Should the stock market continue to soften, it is possible that the number of corporate events will increase again. Low demand and slow growth generally mean that companies will try to grow through acquisitions to a greater extent, which favours Merger Arbitrage. Meanwhile, companies are finding it increasingly hard to get bank loans, leading them to focus on restructuring their balance sheets. Event Driven managers with exceptionally good expertise in credits and equities thus have the best potential.
Macro and Trading
Macro and Trading strategies have the best potential on paper given global tensions, but they have also been the biggest disappointments in recent months. Some managers have had a negative outlook on the euro since the turn of the year, and those positions finally paid off in the second quarter. Nonetheless, gains were basically generated by bond holdings. As we noted earlier, the market is largely driven by sentiment, which is in turn driven by decisions in the political arena. These decisions are difficult to factor into model-driven strategies, and this year CTA has lost over 3% (in USD), compared to Macro generally, which is down 0.3%.

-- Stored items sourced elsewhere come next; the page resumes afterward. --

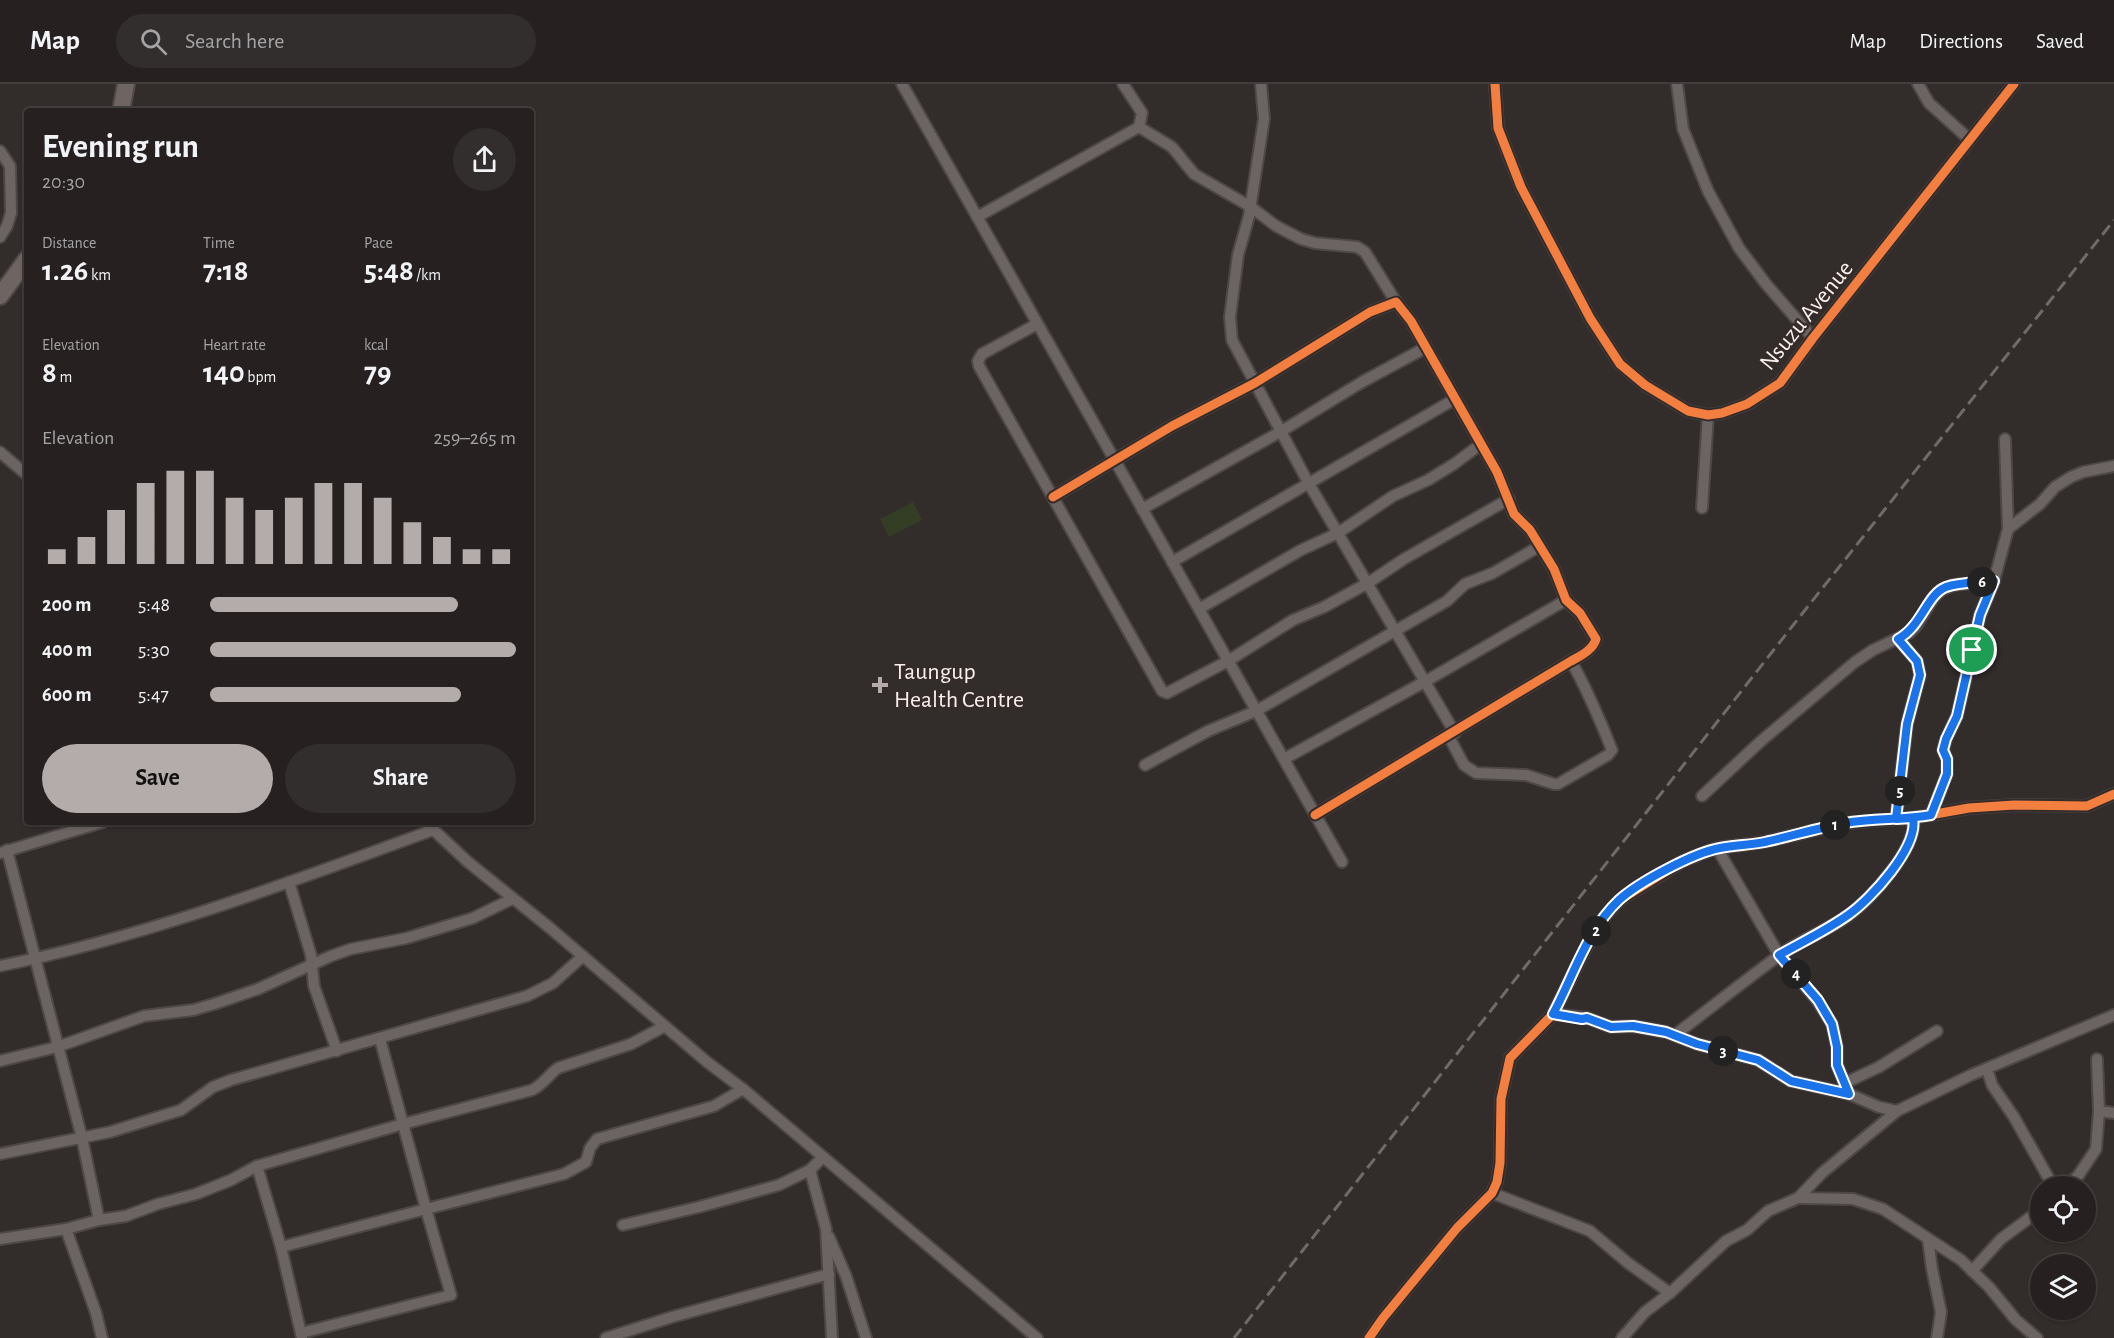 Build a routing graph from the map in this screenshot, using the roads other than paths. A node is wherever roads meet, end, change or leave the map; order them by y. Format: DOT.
graph roads {
  1 [pos="126,84"];
  2 [pos="902,84"];
  3 [pos="1123,84"];
  4 [pos="1261,84"];
  5 [pos="1495,84"];
  6 [pos="1677,84"];
  7 [pos="1918,84"];
  8 [pos="2014,84"];
  9 [pos="122,108"];
  10 [pos="1139,128"];
  11 [pos="1969,140"];
  12 [pos="0,151"];
  13 [pos="1251,207"];
  14 [pos="977,217"];
  15 [pos="0,237"];
  16 [pos="24,264"];
  17 [pos="0,296"];
  18 [pos="1396,302"];
  19 [pos="1037,324"];
  20 [pos="1813,338"];
  21 [pos="1425,348"];
  22 [pos="1255,383"];
  23 [pos="1455,399"];
  24 [pos="1708,415"];
  25 [pos="1280,432"];
  26 [pos="2005,439"];
  27 [pos="1481,444"];
  28 [pos="0,452"];
  29 [pos="1114,460"];
  30 [pos="2114,466"];
  31 [pos="24,472"];
  32 [pos="1309,484"];
  33 [pos="1053,497"];
  34 [pos="1509,500"];
  35 [pos="1702,508"];
  36 [pos="1142,509"];
  37 [pos="2008,529"];
  38 [pos="1338,533"];
  39 [pos="1540,546"];
  40 [pos="1172,562"];
  41 [pos="1994,581"];
  42 [pos="1368,583"];
  43 [pos="1566,600"];
  44 [pos="1198,609"];
  45 [pos="1396,630"];
  46 [pos="1898,639"];
  47 [pos="1228,661"];
  48 [pos="1571,662"];
  49 [pos="1426,681"];
  50 [pos="1256,711"];
  51 [pos="1452,734"];
  52 [pos="1284,759"];
  53 [pos="1145,765"];
  54 [pos="2114,794"];
  55 [pos="1702,796"];
  56 [pos="1315,815"];
  57 [pos="1931,815"];
  58 [pos="1913,818"];
  59 [pos="1896,819"];
  60 [pos="93,825"];
  61 [pos="429,826"];
  62 [pos="1717,848"];
  63 [pos="4,852"];
  64 [pos="1342,862"];
  65 [pos="289,882"];
  66 [pos="512,899"];
  67 [pos="1779,955"];
  68 [pos="583,956"];
  69 [pos="34,960"];
  70 [pos="311,965"];
  71 [pos="0,966"];
  72 [pos="1553,1014"];
  73 [pos="2114,1015"];
  74 [pos="665,1026"];
  75 [pos="1937,1031"];
  76 [pos="1675,1035"];
  77 [pos="380,1039"];
  78 [pos="57,1047"];
  79 [pos="337,1051"];
  80 [pos="2097,1059"];
  81 [pos="0,1061"];
  82 [pos="1987,1069"];
  83 [pos="1847,1088"];
  84 [pos="743,1089"];
  85 [pos="1897,1111"];
  86 [pos="2099,1111"];
  87 [pos="2114,1113"];
  88 [pos="403,1124"];
  89 [pos="82,1138"];
  90 [pos="0,1155"];
  91 [pos="823,1157"];
  92 [pos="257,1166"];
  93 [pos="810,1170"];
  94 [pos="2047,1176"];
  95 [pos="2076,1176"];
  96 [pos="1492,1193"];
  97 [pos="1798,1198"];
  98 [pos="426,1209"];
  99 [pos="2030,1217"];
  100 [pos="99,1220"];
  101 [pos="623,1225"];
  102 [pos="66,1229"];
  103 [pos="826,1229"];
  104 [pos="0,1239"];
  105 [pos="1928,1239"];
  106 [pos="281,1247"];
  107 [pos="1972,1271"];
  108 [pos="829,1274"];
  109 [pos="1670,1293"];
  110 [pos="302,1336"];
  111 [pos="102,1338"];
  112 [pos="606,1338"];
  113 [pos="832,1338"];
  114 [pos="866,1338"];
  115 [pos="1037,1338"];
  116 [pos="1370,1338"];
  117 [pos="1622,1338"];
  118 [pos="1937,1338"];
  119 [pos="2037,1338"];
  1 -- 9 [label="main road"];
  2 -- 14 [label="street"];
  3 -- 10 [label="street"];
  4 -- 13 [label="street"];
  5 -- 24 [label="street"];
  6 -- 20 [label="street"];
  7 -- 11 [label="street"];
  8 -- 11 [label="street, Nsuzu Avenue"];
  10 -- 13 [label="street"];
  10 -- 14 [label="street"];
  11 -- 20 [label="street, Nsuzu Avenue"];
  12 -- 15 [label="street"];
  13 -- 18 [label="street"];
  13 -- 22 [label="street"];
  14 -- 19 [label="street"];
  16 -- 17 [label="main road"];
  18 -- 21 [label="street"];
  18 -- 22 [label="street"];
  19 -- 29 [label="street"];
  19 -- 33 [label="street"];
  20 -- 24 [label="street, Nsuzu Avenue"];
  21 -- 23 [label="street"];
  21 -- 25 [label="street"];
  22 -- 25 [label="street"];
  22 -- 29 [label="street"];
  23 -- 27 [label="street"];
  23 -- 32 [label="street"];
  24 -- 35 [label="street"];
  25 -- 32 [label="street"];
  25 -- 36 [label="street"];
  26 -- 37 [label="street"];
  27 -- 34 [label="street"];
  27 -- 38 [label="street"];
  28 -- 31 [label="street"];
  29 -- 33 [label="street"];
  29 -- 36 [label="street"];
  30 -- 37 [label="street"];
  32 -- 38 [label="street"];
  32 -- 40 [label="street"];
  33 -- 47 [label="street"];
  34 -- 39 [label="street"];
  34 -- 42 [label="street"];
  36 -- 40 [label="street"];
  37 -- 41 [label="street"];
  38 -- 42 [label="street"];
  38 -- 44 [label="street"];
  39 -- 43 [label="street"];
  39 -- 45 [label="street"];
  40 -- 44 [label="street"];
  41 -- 46 [label="street"];
  41 -- 57 [label="street"];
  42 -- 45 [label="street"];
  42 -- 47 [label="street"];
  43 -- 48 [label="street"];
  43 -- 49 [label="street"];
  44 -- 47 [label="street"];
  45 -- 49 [label="street"];
  45 -- 50 [label="street"];
  46 -- 55 [label="street"];
  46 -- 59 [label="street"];
  47 -- 50 [label="street"];
  48 -- 51 [label="street"];
  48 -- 51 [label="street"];
  49 -- 51 [label="street"];
  49 -- 52 [label="street"];
  50 -- 52 [label="street"];
  50 -- 53 [label="street"];
  51 -- 56 [label="street"];
  52 -- 56 [label="street"];
  54 -- 57 [label="street"];
  56 -- 64 [label="street"];
  57 -- 58 [label="street"];
  58 -- 59 [label="street"];
  58 -- 67 [label="street"];
  59 -- 62 [label="street"];
  60 -- 63 [label="street"];
  61 -- 65 [label="street"];
  61 -- 66 [label="street"];
  62 -- 67 [label="street"];
  62 -- 72 [label="street"];
  63 -- 69 [label="street"];
  65 -- 69 [label="street"];
  65 -- 70 [label="street"];
  66 -- 68 [label="street"];
  66 -- 70 [label="street"];
  67 -- 76 [label="street"];
  67 -- 83 [label="street"];
  68 -- 74 [label="street"];
  68 -- 77 [label="street"];
  69 -- 71 [label="street"];
  69 -- 78 [label="street"];
  70 -- 78 [label="street"];
  70 -- 79 [label="street"];
  72 -- 76 [label="street"];
  72 -- 96 [label="street"];
  73 -- 82 [label="street"];
  74 -- 84 [label="street"];
  74 -- 88 [label="street"];
  75 -- 83 [label="street"];
  76 -- 83 [label="street"];
  77 -- 79 [label="street"];
  77 -- 88 [label="street"];
  78 -- 81 [label="street"];
  78 -- 89 [label="street"];
  79 -- 89 [label="street"];
  80 -- 86 [label="street"];
  82 -- 85 [label="street"];
  82 -- 94 [label="street"];
  83 -- 85 [label="street"];
  84 -- 91 [label="street"];
  84 -- 98 [label="street"];
  85 -- 97 [label="street"];
  86 -- 87 [label="street"];
  86 -- 95 [label="street"];
  88 -- 92 [label="street"];
  88 -- 98 [label="street"];
  89 -- 90 [label="street"];
  89 -- 100 [label="street"];
  91 -- 93 [label="street"];
  91 -- 115 [label="street"];
  92 -- 100 [label="street"];
  92 -- 106 [label="street"];
  93 -- 101 [label="street"];
  93 -- 103 [label="street"];
  96 -- 109 [label="street"];
  96 -- 116 [label="street"];
  97 -- 105 [label="street"];
  97 -- 109 [label="street"];
  98 -- 106 [label="street"];
  98 -- 110 [label="street"];
  99 -- 107 [label="street"];
  100 -- 102 [label="street"];
  102 -- 104 [label="street"];
  102 -- 111 [label="street"];
  103 -- 108 [label="street"];
  103 -- 114 [label="street"];
  105 -- 107 [label="street"];
  105 -- 118 [label="street"];
  106 -- 110 [label="street"];
  107 -- 119 [label="street"];
  108 -- 112 [label="street"];
  108 -- 113 [label="street"];
  109 -- 117 [label="street"];
}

We still believe that CTA and Systematic Macro belong in a portfolio as holdings that generate an absolute return and provide diversification. The CTA model today is generally more negative towards equities and commodities, so it includes positions in government bonds and US dollars. These strategies thus offer good diversification in a pro-cyclical portfolio.
However, we expect the market to swing back and forth, so models with a shorter time frame are preferable.